**Exercise details:** Go through the listing below and repeat it exactly, omitting each picture.
=== Section Start ===
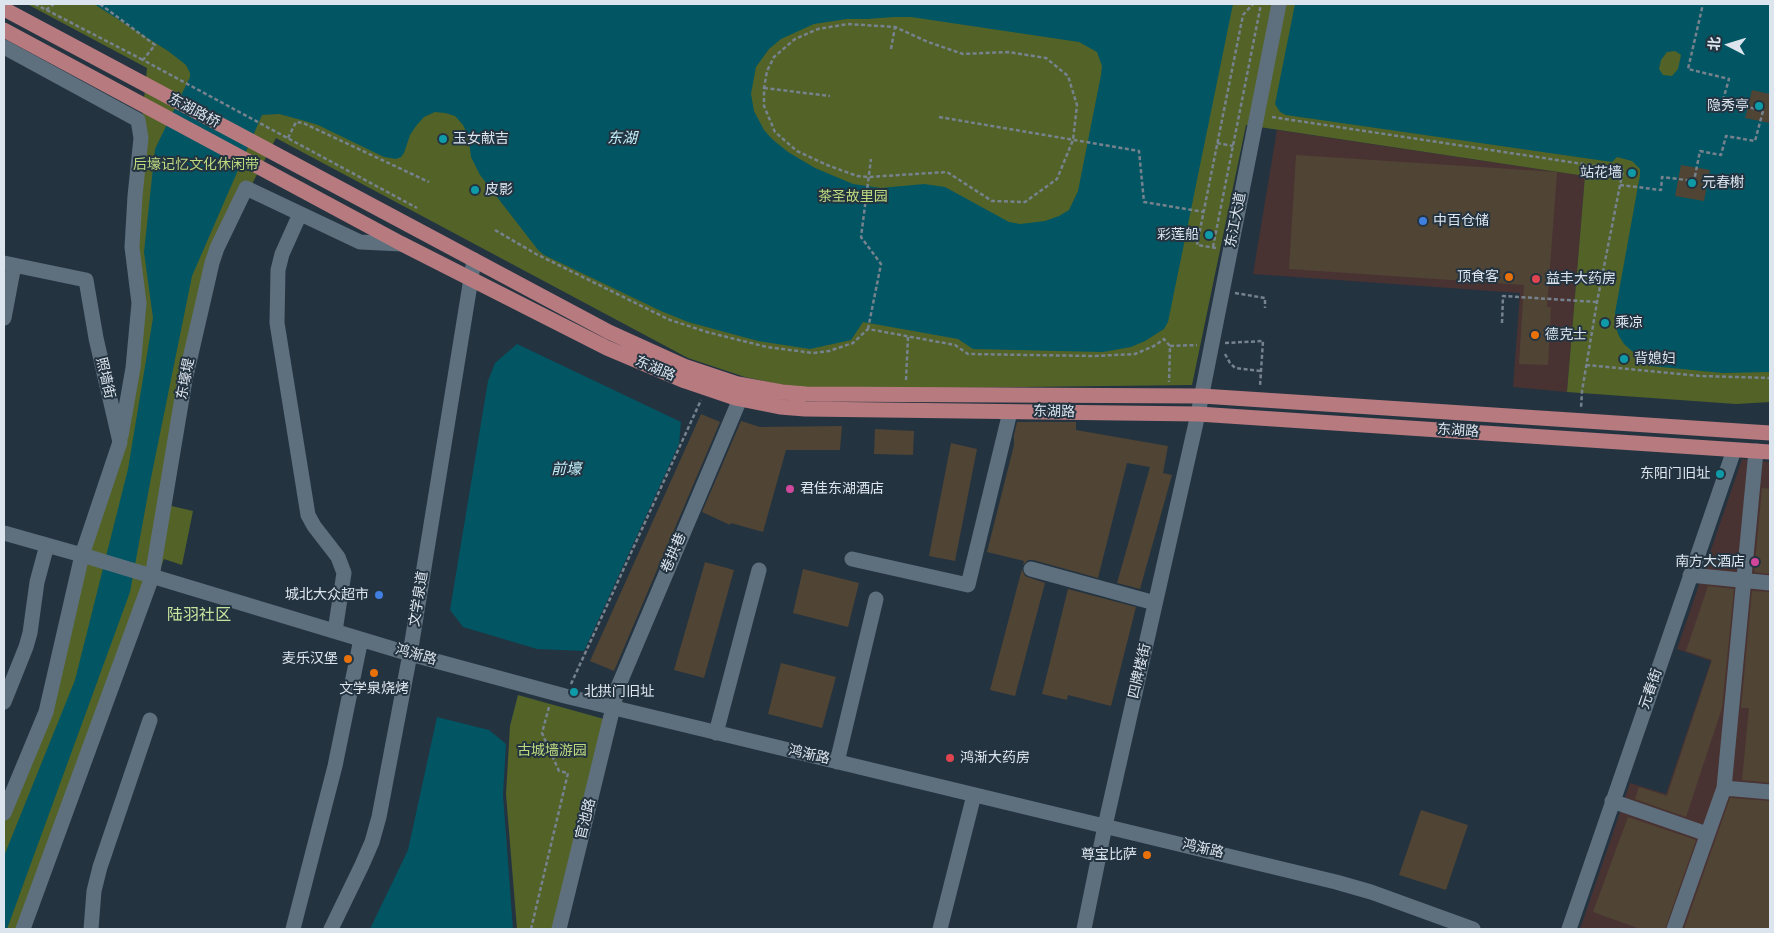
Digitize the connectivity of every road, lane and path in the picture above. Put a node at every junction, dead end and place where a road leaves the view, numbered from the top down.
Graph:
1 (35, 4) edge
2 (54, 4) edge
3 (100, 4) edge
4 (1253, 4) edge
5 (1261, 4) edge
6 (1279, 4) edge
7 (1703, 4) edge
8 (4, 9) edge
9 (46, 10) junction
10 (895, 27) junction
11 (4, 30) edge
12 (4, 47) edge
13 (891, 49) dead end
14 (143, 60) junction
15 (764, 88) junction
16 (830, 96) dead end
17 (939, 117) dead end
18 (1269, 119) dead end
19 (288, 138) junction
20 (1073, 140) junction
21 (1218, 143) junction
22 (1233, 146) junction
23 (1250, 149) junction
24 (871, 159) dead end
25 (868, 177) junction
26 (428, 182) dead end
27 (1620, 185) junction
28 (416, 208) dead end
29 (1204, 212) junction
30 (384, 213) joint
31 (300, 214) junction
32 (375, 230) joint
33 (495, 230) dead end
34 (402, 244) junction
35 (1213, 247) junction
36 (1230, 250) junction
37 (474, 260) junction
38 (9, 264) edge
39 (471, 278) junction
40 (1230, 295) junction
41 (1597, 302) junction
42 (1265, 308) dead end
43 (4, 318) edge
44 (1502, 323) dead end
45 (868, 329) junction
46 (1226, 335) dead end
47 (908, 336) junction
48 (1218, 344) junction
49 (1170, 346) junction
50 (1586, 365) junction
51 (1261, 371) junction
52 (1770, 378) edge
53 (706, 389) junction
54 (905, 394) junction
55 (1168, 396) junction
56 (1202, 396) junction
57 (740, 399) junction
58 (1259, 400) junction
59 (1582, 400) dead end
60 (1010, 412) junction
61 (1198, 414) junction
62 (1770, 433) edge
63 (120, 442) junction
64 (1734, 450) junction
65 (1763, 452) edge
66 (5, 534) edge
67 (47, 545) junction
68 (87, 556) junction
69 (852, 559) dead end
70 (1031, 569) dead end
71 (759, 570) dead end
72 (149, 575) junction
73 (1690, 575) junction
74 (1743, 580) junction
75 (1770, 583) edge
76 (876, 599) dead end
77 (1155, 603) junction
78 (335, 631) junction
79 (361, 639) junction
80 (410, 654) junction
81 (559, 695) junction
82 (4, 702) edge
83 (612, 709) junction
84 (150, 720) dead end
85 (716, 733) junction
86 (837, 762) junction
87 (1724, 788) junction
88 (1770, 792) edge
89 (974, 795) junction
90 (1612, 801) junction
91 (4, 812) edge
92 (1105, 826) junction
93 (1708, 834) junction
94 (23, 929) edge
95 (91, 929) edge
96 (292, 929) edge
97 (331, 929) edge
98 (531, 929) edge
99 (559, 929) edge
100 (940, 929) edge
101 (1084, 929) edge
102 (1473, 929) edge
103 (1569, 929) edge
104 (1674, 929) edge

1 - 9 path
2 - 9 path
3 - 14 path
4 - 21 path
5 - 22 path
6 - 23 street, 东江大道
7 - 27 path
8 - 30 main road, 东湖路桥
9 - 14 path
10 - 13 path
10 - 15 path
10 - 20 path
11 - 32 main road, 东湖路桥
12 - 63 street
14 - 19 path
15 - 16 path
15 - 25 path
17 - 20 path
18 - 27 path
19 - 26 path
19 - 28 path
20 - 25 path
20 - 29 path
21 - 22 path
21 - 29 path
22 - 23 path
22 - 35 path
23 - 36 street, 东江大道
24 - 25 path
25 - 45 path
27 - 41 path
29 - 35 path
30 - 37 main road, 东湖路
31 - 34 street
31 - 72 street, 东壕堤
31 - 78 street
32 - 34 main road, 东湖路
33 - 45 path
34 - 39 main road, 东湖路
35 - 36 path
36 - 40 street, 东江大道
37 - 39 street, 文学泉道
37 - 54 main road, 东湖路
38 - 43 street
38 - 63 street, 照墙街
39 - 53 main road, 东湖路
39 - 80 street, 文学泉道
40 - 42 path
40 - 48 street, 东江大道
41 - 44 path
41 - 50 path
45 - 47 path
46 - 48 path
47 - 49 path
47 - 54 path
48 - 49 path
48 - 51 path
48 - 51 path
48 - 56 street, 东江大道
49 - 55 path
50 - 52 path
50 - 59 path
51 - 58 path
53 - 57 main road, 东湖路
53 - 81 path
54 - 55 main road, 东湖路
55 - 56 main road, 东湖路
56 - 58 main road, 东湖路
56 - 61 street, 东江大道
57 - 60 main road, 东湖路
57 - 83 street, 卷拱巷
58 - 62 main road, 东湖路
60 - 61 main road, 东湖路
60 - 69 street
61 - 64 main road, 东湖路
61 - 77 street, 四牌楼街
63 - 68 street
64 - 65 main road, 东湖路
64 - 73 street, 元春街
65 - 74 street
66 - 67 street
67 - 68 street
67 - 82 street
68 - 72 street, 鸿渐路
68 - 91 street
70 - 77 street
71 - 85 street
72 - 78 street, 鸿渐路
72 - 94 street, 东壕堤
73 - 74 street
73 - 90 street, 元春街
74 - 75 street
74 - 87 street
76 - 86 street
77 - 92 street, 四牌楼街
78 - 79 street, 鸿渐路
79 - 80 street, 鸿渐路
79 - 96 street
80 - 81 street, 鸿渐路
80 - 97 street, 文学泉道
81 - 83 street, 鸿渐路
81 - 98 path
83 - 85 street, 鸿渐路
83 - 99 street, 官池路
84 - 95 street
85 - 86 street, 鸿渐路
86 - 89 street, 鸿渐路
87 - 88 street
87 - 93 street
89 - 92 street, 鸿渐路
89 - 100 street
90 - 93 street
90 - 103 street, 元春街
92 - 101 street, 四牌楼街
92 - 102 street, 鸿渐路
93 - 104 street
=== Section End ===
**Solution to this problem:**
Digitize the connectivity of every road, lane and path in the picture above. Put a node at every junction, dead end and place where a road leaves the view, numbered from the top down.
Graph:
1 (35, 4) edge
2 (54, 4) edge
3 (100, 4) edge
4 (1253, 4) edge
5 (1261, 4) edge
6 (1279, 4) edge
7 (1703, 4) edge
8 (4, 9) edge
9 (46, 10) junction
10 (895, 27) junction
11 (4, 30) edge
12 (4, 47) edge
13 (891, 49) dead end
14 (143, 60) junction
15 (764, 88) junction
16 (830, 96) dead end
17 (939, 117) dead end
18 (1269, 119) dead end
19 (288, 138) junction
20 (1073, 140) junction
21 (1218, 143) junction
22 (1233, 146) junction
23 (1250, 149) junction
24 (871, 159) dead end
25 (868, 177) junction
26 (428, 182) dead end
27 (1620, 185) junction
28 (416, 208) dead end
29 (1204, 212) junction
30 (384, 213) joint
31 (300, 214) junction
32 (375, 230) joint
33 (495, 230) dead end
34 (402, 244) junction
35 (1213, 247) junction
36 (1230, 250) junction
37 (474, 260) junction
38 (9, 264) edge
39 (471, 278) junction
40 (1230, 295) junction
41 (1597, 302) junction
42 (1265, 308) dead end
43 (4, 318) edge
44 (1502, 323) dead end
45 (868, 329) junction
46 (1226, 335) dead end
47 (908, 336) junction
48 (1218, 344) junction
49 (1170, 346) junction
50 (1586, 365) junction
51 (1261, 371) junction
52 (1770, 378) edge
53 (706, 389) junction
54 (905, 394) junction
55 (1168, 396) junction
56 (1202, 396) junction
57 (740, 399) junction
58 (1259, 400) junction
59 (1582, 400) dead end
60 (1010, 412) junction
61 (1198, 414) junction
62 (1770, 433) edge
63 (120, 442) junction
64 (1734, 450) junction
65 (1763, 452) edge
66 (5, 534) edge
67 (47, 545) junction
68 (87, 556) junction
69 (852, 559) dead end
70 (1031, 569) dead end
71 (759, 570) dead end
72 (149, 575) junction
73 (1690, 575) junction
74 (1743, 580) junction
75 (1770, 583) edge
76 (876, 599) dead end
77 (1155, 603) junction
78 (335, 631) junction
79 (361, 639) junction
80 (410, 654) junction
81 (559, 695) junction
82 (4, 702) edge
83 (612, 709) junction
84 (150, 720) dead end
85 (716, 733) junction
86 (837, 762) junction
87 (1724, 788) junction
88 (1770, 792) edge
89 (974, 795) junction
90 (1612, 801) junction
91 (4, 812) edge
92 (1105, 826) junction
93 (1708, 834) junction
94 (23, 929) edge
95 (91, 929) edge
96 (292, 929) edge
97 (331, 929) edge
98 (531, 929) edge
99 (559, 929) edge
100 (940, 929) edge
101 (1084, 929) edge
102 (1473, 929) edge
103 (1569, 929) edge
104 (1674, 929) edge

1 - 9 path
2 - 9 path
3 - 14 path
4 - 21 path
5 - 22 path
6 - 23 street, 东江大道
7 - 27 path
8 - 30 main road, 东湖路桥
9 - 14 path
10 - 13 path
10 - 15 path
10 - 20 path
11 - 32 main road, 东湖路桥
12 - 63 street
14 - 19 path
15 - 16 path
15 - 25 path
17 - 20 path
18 - 27 path
19 - 26 path
19 - 28 path
20 - 25 path
20 - 29 path
21 - 22 path
21 - 29 path
22 - 23 path
22 - 35 path
23 - 36 street, 东江大道
24 - 25 path
25 - 45 path
27 - 41 path
29 - 35 path
30 - 37 main road, 东湖路
31 - 34 street
31 - 72 street, 东壕堤
31 - 78 street
32 - 34 main road, 东湖路
33 - 45 path
34 - 39 main road, 东湖路
35 - 36 path
36 - 40 street, 东江大道
37 - 39 street, 文学泉道
37 - 54 main road, 东湖路
38 - 43 street
38 - 63 street, 照墙街
39 - 53 main road, 东湖路
39 - 80 street, 文学泉道
40 - 42 path
40 - 48 street, 东江大道
41 - 44 path
41 - 50 path
45 - 47 path
46 - 48 path
47 - 49 path
47 - 54 path
48 - 49 path
48 - 51 path
48 - 51 path
48 - 56 street, 东江大道
49 - 55 path
50 - 52 path
50 - 59 path
51 - 58 path
53 - 57 main road, 东湖路
53 - 81 path
54 - 55 main road, 东湖路
55 - 56 main road, 东湖路
56 - 58 main road, 东湖路
56 - 61 street, 东江大道
57 - 60 main road, 东湖路
57 - 83 street, 卷拱巷
58 - 62 main road, 东湖路
60 - 61 main road, 东湖路
60 - 69 street
61 - 64 main road, 东湖路
61 - 77 street, 四牌楼街
63 - 68 street
64 - 65 main road, 东湖路
64 - 73 street, 元春街
65 - 74 street
66 - 67 street
67 - 68 street
67 - 82 street
68 - 72 street, 鸿渐路
68 - 91 street
70 - 77 street
71 - 85 street
72 - 78 street, 鸿渐路
72 - 94 street, 东壕堤
73 - 74 street
73 - 90 street, 元春街
74 - 75 street
74 - 87 street
76 - 86 street
77 - 92 street, 四牌楼街
78 - 79 street, 鸿渐路
79 - 80 street, 鸿渐路
79 - 96 street
80 - 81 street, 鸿渐路
80 - 97 street, 文学泉道
81 - 83 street, 鸿渐路
81 - 98 path
83 - 85 street, 鸿渐路
83 - 99 street, 官池路
84 - 95 street
85 - 86 street, 鸿渐路
86 - 89 street, 鸿渐路
87 - 88 street
87 - 93 street
89 - 92 street, 鸿渐路
89 - 100 street
90 - 93 street
90 - 103 street, 元春街
92 - 101 street, 四牌楼街
92 - 102 street, 鸿渐路
93 - 104 street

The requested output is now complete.